*Directions for this task*
Search the entries below for the string "service" and copy the lines that hold it.
[[ Input for this task open ]]
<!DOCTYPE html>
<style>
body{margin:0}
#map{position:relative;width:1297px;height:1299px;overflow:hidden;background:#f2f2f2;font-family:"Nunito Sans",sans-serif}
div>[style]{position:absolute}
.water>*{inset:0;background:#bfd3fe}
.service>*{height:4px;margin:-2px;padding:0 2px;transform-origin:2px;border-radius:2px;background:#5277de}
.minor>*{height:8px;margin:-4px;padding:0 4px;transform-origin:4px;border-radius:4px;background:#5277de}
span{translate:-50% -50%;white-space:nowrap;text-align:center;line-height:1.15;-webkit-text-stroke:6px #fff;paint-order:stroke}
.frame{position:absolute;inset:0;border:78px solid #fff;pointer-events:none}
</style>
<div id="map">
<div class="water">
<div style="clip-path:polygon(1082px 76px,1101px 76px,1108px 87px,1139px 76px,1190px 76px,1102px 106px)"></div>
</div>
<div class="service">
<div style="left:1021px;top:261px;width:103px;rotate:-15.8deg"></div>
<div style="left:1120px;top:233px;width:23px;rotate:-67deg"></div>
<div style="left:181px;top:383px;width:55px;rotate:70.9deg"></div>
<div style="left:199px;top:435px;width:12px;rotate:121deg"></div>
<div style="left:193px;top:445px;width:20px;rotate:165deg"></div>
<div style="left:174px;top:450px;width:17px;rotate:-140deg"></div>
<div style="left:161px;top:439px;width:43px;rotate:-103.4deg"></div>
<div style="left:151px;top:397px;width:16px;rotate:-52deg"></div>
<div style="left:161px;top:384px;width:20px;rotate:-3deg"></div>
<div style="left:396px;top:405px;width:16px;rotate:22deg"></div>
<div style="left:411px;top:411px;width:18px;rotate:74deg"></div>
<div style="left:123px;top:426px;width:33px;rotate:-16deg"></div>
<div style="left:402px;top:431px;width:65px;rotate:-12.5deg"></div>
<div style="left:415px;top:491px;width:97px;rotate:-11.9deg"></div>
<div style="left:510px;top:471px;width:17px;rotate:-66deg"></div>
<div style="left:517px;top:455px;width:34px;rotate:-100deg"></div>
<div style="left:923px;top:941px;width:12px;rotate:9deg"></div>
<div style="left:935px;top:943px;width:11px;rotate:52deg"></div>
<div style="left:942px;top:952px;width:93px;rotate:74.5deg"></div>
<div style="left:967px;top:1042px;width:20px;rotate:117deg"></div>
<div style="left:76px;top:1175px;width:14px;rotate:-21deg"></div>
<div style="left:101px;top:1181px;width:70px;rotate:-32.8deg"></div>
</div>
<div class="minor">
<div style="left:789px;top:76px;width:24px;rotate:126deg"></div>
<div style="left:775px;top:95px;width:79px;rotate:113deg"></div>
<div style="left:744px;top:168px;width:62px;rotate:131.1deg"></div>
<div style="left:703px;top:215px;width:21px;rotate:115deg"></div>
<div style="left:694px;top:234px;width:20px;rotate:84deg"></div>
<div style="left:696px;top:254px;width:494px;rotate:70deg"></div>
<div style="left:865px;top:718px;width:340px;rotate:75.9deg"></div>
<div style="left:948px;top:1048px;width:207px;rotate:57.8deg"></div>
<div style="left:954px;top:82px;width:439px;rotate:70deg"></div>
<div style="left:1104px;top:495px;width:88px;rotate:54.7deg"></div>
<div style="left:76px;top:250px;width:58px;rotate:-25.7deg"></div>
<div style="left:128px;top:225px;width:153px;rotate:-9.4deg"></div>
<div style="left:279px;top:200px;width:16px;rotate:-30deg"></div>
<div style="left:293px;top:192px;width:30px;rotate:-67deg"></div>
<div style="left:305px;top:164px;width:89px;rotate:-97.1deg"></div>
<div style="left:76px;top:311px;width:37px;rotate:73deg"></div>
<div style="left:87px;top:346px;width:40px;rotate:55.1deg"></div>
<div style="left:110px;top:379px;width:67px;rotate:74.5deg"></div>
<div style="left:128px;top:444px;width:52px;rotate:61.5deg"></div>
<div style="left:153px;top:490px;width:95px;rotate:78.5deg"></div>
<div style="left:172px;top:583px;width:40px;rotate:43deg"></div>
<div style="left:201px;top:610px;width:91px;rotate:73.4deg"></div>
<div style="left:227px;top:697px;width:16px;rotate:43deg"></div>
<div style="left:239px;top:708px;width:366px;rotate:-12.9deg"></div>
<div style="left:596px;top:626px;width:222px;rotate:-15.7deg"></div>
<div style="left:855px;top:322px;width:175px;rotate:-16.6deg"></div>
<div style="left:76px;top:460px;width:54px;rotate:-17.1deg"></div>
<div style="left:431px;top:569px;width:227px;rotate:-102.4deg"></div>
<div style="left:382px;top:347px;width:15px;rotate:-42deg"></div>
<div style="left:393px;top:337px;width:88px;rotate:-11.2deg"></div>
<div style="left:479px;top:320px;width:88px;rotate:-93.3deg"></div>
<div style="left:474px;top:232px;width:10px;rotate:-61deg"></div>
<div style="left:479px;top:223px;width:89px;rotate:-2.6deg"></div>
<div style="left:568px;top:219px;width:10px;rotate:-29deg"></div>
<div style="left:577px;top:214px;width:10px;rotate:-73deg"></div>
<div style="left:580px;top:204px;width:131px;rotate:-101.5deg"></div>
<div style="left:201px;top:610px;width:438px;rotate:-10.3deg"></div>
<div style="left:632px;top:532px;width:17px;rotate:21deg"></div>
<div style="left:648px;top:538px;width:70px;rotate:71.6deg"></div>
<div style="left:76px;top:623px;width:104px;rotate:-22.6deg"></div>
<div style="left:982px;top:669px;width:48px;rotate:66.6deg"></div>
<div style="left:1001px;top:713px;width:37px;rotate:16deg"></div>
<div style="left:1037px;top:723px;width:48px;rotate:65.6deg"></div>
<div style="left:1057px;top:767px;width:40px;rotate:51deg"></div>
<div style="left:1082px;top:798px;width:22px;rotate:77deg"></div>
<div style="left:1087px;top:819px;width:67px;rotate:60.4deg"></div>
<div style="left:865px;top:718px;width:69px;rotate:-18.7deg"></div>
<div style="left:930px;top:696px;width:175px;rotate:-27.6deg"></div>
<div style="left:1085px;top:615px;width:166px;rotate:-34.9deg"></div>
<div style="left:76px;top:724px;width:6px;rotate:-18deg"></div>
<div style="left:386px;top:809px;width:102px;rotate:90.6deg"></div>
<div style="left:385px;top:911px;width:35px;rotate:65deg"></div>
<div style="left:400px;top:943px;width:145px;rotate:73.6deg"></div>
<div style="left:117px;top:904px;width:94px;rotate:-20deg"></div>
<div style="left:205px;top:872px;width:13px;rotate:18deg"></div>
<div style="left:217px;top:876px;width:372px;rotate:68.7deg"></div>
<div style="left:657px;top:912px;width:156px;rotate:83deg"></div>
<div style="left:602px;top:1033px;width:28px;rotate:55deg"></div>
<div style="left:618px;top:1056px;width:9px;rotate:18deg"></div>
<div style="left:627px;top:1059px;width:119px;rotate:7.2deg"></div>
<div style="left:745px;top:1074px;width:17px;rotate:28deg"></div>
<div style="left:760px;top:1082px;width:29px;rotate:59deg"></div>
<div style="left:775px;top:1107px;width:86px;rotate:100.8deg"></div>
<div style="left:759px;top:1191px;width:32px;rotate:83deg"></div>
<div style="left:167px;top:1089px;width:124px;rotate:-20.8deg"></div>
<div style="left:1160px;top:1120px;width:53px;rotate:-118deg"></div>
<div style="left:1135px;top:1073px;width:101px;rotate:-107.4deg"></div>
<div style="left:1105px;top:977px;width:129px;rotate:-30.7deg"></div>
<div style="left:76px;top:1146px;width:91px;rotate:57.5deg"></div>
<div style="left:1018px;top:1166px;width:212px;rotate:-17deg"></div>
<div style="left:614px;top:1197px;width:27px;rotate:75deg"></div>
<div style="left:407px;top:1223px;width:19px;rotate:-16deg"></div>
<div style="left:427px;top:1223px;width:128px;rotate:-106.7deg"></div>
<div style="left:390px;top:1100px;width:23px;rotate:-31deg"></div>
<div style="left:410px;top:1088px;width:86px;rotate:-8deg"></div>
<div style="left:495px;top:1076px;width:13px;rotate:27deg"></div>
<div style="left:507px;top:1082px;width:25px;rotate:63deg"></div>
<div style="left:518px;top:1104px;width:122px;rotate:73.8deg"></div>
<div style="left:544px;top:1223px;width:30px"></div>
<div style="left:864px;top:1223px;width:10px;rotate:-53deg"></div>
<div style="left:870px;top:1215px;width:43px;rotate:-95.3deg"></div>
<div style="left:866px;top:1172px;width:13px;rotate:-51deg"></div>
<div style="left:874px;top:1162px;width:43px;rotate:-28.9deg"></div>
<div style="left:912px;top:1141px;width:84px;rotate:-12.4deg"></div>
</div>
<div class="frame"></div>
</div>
[[ Input for this task closed ]]
*Expected answer*
.service>*{height:4px;margin:-2px;padding:0 2px;transform-origin:2px;border-radius:2px;background:#5277de}
<div class="service">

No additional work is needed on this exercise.